SUPPLIED DATA below:
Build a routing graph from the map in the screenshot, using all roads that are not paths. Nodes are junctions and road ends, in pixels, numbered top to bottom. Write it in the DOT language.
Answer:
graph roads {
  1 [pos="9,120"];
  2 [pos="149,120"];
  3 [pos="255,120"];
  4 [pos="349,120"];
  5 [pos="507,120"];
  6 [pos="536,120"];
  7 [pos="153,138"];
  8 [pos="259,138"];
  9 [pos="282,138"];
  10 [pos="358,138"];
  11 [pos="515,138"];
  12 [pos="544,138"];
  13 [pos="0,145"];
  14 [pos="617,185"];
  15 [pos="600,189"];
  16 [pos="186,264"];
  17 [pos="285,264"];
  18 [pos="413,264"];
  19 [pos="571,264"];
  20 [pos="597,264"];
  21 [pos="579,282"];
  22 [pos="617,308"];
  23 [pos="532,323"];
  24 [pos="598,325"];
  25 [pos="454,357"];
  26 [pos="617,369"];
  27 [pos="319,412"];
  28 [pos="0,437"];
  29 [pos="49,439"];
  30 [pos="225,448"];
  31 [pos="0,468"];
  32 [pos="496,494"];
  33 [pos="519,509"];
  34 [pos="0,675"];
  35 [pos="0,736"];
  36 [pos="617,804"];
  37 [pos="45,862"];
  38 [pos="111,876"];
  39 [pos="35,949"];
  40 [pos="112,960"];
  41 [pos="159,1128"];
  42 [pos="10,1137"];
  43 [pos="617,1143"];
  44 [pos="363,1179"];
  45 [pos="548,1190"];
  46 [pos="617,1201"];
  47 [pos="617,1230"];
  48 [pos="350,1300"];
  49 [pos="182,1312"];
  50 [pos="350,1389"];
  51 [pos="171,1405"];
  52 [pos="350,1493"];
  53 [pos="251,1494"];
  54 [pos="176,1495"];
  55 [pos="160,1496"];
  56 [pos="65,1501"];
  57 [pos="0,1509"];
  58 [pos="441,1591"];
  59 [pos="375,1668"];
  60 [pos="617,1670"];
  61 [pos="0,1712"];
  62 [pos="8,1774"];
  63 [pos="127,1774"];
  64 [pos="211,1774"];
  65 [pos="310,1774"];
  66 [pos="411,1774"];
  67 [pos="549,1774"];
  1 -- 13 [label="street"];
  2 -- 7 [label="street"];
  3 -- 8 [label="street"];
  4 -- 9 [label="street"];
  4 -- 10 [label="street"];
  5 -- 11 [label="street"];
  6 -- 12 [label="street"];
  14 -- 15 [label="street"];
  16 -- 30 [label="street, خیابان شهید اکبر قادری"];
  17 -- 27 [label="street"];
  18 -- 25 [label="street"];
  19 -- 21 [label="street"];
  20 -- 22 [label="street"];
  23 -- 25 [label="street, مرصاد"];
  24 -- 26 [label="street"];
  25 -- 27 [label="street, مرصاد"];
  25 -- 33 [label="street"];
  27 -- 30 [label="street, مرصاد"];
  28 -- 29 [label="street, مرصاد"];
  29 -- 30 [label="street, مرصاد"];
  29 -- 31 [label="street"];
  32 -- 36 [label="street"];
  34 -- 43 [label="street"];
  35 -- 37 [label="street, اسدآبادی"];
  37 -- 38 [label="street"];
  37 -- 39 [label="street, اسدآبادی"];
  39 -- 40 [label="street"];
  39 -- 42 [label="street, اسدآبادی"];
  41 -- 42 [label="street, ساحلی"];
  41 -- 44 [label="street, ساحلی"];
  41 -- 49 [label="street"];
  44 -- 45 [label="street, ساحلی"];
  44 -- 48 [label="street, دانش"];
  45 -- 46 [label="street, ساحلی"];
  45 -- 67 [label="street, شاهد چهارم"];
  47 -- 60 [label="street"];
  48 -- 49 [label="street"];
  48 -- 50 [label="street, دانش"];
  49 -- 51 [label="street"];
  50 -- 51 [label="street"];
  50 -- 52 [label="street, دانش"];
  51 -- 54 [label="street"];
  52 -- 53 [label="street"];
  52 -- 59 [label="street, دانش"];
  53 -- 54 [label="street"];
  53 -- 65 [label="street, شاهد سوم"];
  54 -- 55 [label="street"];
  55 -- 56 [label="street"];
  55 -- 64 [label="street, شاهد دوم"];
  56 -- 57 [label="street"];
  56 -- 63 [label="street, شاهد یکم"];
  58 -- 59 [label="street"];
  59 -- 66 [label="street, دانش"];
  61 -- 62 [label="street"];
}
End of SUPPLIED DATA.
TASK DETAILS:
The expected output is an exact copy of all the records above.

RESPONSE:
Build a routing graph from the map in the screenshot, using all roads that are not paths. Nodes are junctions and road ends, in pixels, numbered top to bottom. Write it in the DOT language.
Answer:
graph roads {
  1 [pos="9,120"];
  2 [pos="149,120"];
  3 [pos="255,120"];
  4 [pos="349,120"];
  5 [pos="507,120"];
  6 [pos="536,120"];
  7 [pos="153,138"];
  8 [pos="259,138"];
  9 [pos="282,138"];
  10 [pos="358,138"];
  11 [pos="515,138"];
  12 [pos="544,138"];
  13 [pos="0,145"];
  14 [pos="617,185"];
  15 [pos="600,189"];
  16 [pos="186,264"];
  17 [pos="285,264"];
  18 [pos="413,264"];
  19 [pos="571,264"];
  20 [pos="597,264"];
  21 [pos="579,282"];
  22 [pos="617,308"];
  23 [pos="532,323"];
  24 [pos="598,325"];
  25 [pos="454,357"];
  26 [pos="617,369"];
  27 [pos="319,412"];
  28 [pos="0,437"];
  29 [pos="49,439"];
  30 [pos="225,448"];
  31 [pos="0,468"];
  32 [pos="496,494"];
  33 [pos="519,509"];
  34 [pos="0,675"];
  35 [pos="0,736"];
  36 [pos="617,804"];
  37 [pos="45,862"];
  38 [pos="111,876"];
  39 [pos="35,949"];
  40 [pos="112,960"];
  41 [pos="159,1128"];
  42 [pos="10,1137"];
  43 [pos="617,1143"];
  44 [pos="363,1179"];
  45 [pos="548,1190"];
  46 [pos="617,1201"];
  47 [pos="617,1230"];
  48 [pos="350,1300"];
  49 [pos="182,1312"];
  50 [pos="350,1389"];
  51 [pos="171,1405"];
  52 [pos="350,1493"];
  53 [pos="251,1494"];
  54 [pos="176,1495"];
  55 [pos="160,1496"];
  56 [pos="65,1501"];
  57 [pos="0,1509"];
  58 [pos="441,1591"];
  59 [pos="375,1668"];
  60 [pos="617,1670"];
  61 [pos="0,1712"];
  62 [pos="8,1774"];
  63 [pos="127,1774"];
  64 [pos="211,1774"];
  65 [pos="310,1774"];
  66 [pos="411,1774"];
  67 [pos="549,1774"];
  1 -- 13 [label="street"];
  2 -- 7 [label="street"];
  3 -- 8 [label="street"];
  4 -- 9 [label="street"];
  4 -- 10 [label="street"];
  5 -- 11 [label="street"];
  6 -- 12 [label="street"];
  14 -- 15 [label="street"];
  16 -- 30 [label="street, خیابان شهید اکبر قادری"];
  17 -- 27 [label="street"];
  18 -- 25 [label="street"];
  19 -- 21 [label="street"];
  20 -- 22 [label="street"];
  23 -- 25 [label="street, مرصاد"];
  24 -- 26 [label="street"];
  25 -- 27 [label="street, مرصاد"];
  25 -- 33 [label="street"];
  27 -- 30 [label="street, مرصاد"];
  28 -- 29 [label="street, مرصاد"];
  29 -- 30 [label="street, مرصاد"];
  29 -- 31 [label="street"];
  32 -- 36 [label="street"];
  34 -- 43 [label="street"];
  35 -- 37 [label="street, اسدآبادی"];
  37 -- 38 [label="street"];
  37 -- 39 [label="street, اسدآبادی"];
  39 -- 40 [label="street"];
  39 -- 42 [label="street, اسدآبادی"];
  41 -- 42 [label="street, ساحلی"];
  41 -- 44 [label="street, ساحلی"];
  41 -- 49 [label="street"];
  44 -- 45 [label="street, ساحلی"];
  44 -- 48 [label="street, دانش"];
  45 -- 46 [label="street, ساحلی"];
  45 -- 67 [label="street, شاهد چهارم"];
  47 -- 60 [label="street"];
  48 -- 49 [label="street"];
  48 -- 50 [label="street, دانش"];
  49 -- 51 [label="street"];
  50 -- 51 [label="street"];
  50 -- 52 [label="street, دانش"];
  51 -- 54 [label="street"];
  52 -- 53 [label="street"];
  52 -- 59 [label="street, دانش"];
  53 -- 54 [label="street"];
  53 -- 65 [label="street, شاهد سوم"];
  54 -- 55 [label="street"];
  55 -- 56 [label="street"];
  55 -- 64 [label="street, شاهد دوم"];
  56 -- 57 [label="street"];
  56 -- 63 [label="street, شاهد یکم"];
  58 -- 59 [label="street"];
  59 -- 66 [label="street, دانش"];
  61 -- 62 [label="street"];
}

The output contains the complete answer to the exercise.